The main goal of the conference was to promote industrialisation, local beneficiation and value addition to unlock meaningful economic development in southern Africa. However, the summit host and SADC chair that set the agenda for industrialisation lacks the legitimacy to be leading such a conference.

SADC heads of state, ministers and private sector representatives came to Harare for the summit at a time when Zimbabwe is considered one of the worst performers in the industrial sector. Most of our industries have closed down and the ones that remain are struggling to keep afloat.
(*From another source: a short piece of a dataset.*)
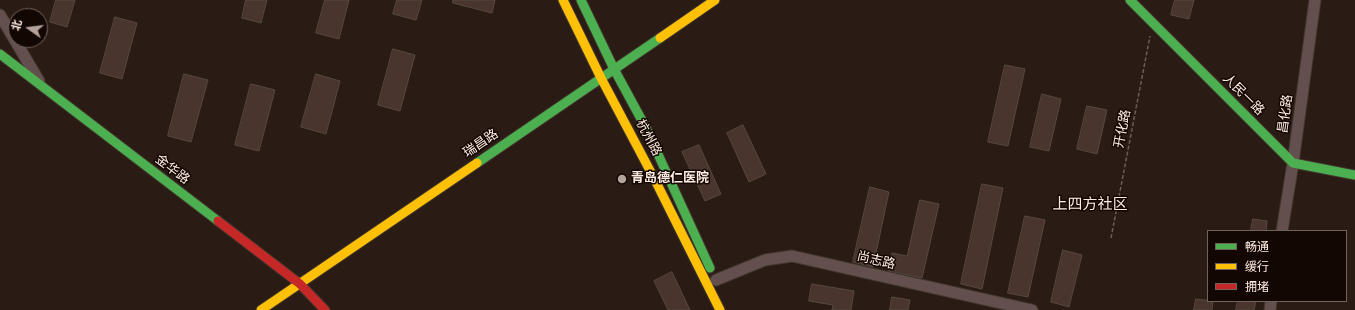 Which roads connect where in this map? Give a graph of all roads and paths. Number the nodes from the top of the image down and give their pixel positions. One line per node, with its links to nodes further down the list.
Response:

Because of that, unemployment, independently put at more than 80 percent, is at an all-time high and the informal sector keeps growing.

It is therefore comical that the government decided to convene a summit that was expected to produce a blueprint on how southern Africa could achieve sustainable and robust industrialisation. What lessons are our counterparts from the region expected to learn from our almost-failed state?

If anything the industrialisation summit should have run under the theme: “How to kill your own industries”. This is what President Robert Mugabe’s successive governments have been doing over the years. They destroyed the agricultural sector through their greedy and corrupt land “reform” programme. Since then, nothing has been done to seriously recover the robustness of the agricultural sector.

Government still clings to populist and archaic policies that are driving away investment. At the centre is the indigenisation law which it has refused to discard. Bilateral private property protection agreements continue to be flouted and there is no respect for property rights.

There is no reason to believe that the Zanu (PF) government is serious about beneficiation and value addition. ZimAsset has been in existence for close to two years yet it is not being implemented. What lessons is Mugabe giving to regional colleagues? For years, government participated in the looting of diamonds from Marange. Nobody talked about beneficiation until the sector hit a bad patch as surface diamonds dried up. Where is the sincerity of Mugabe’s government? Seriously, what can the colleagues from southern Africa learn from a host that killed its own industry?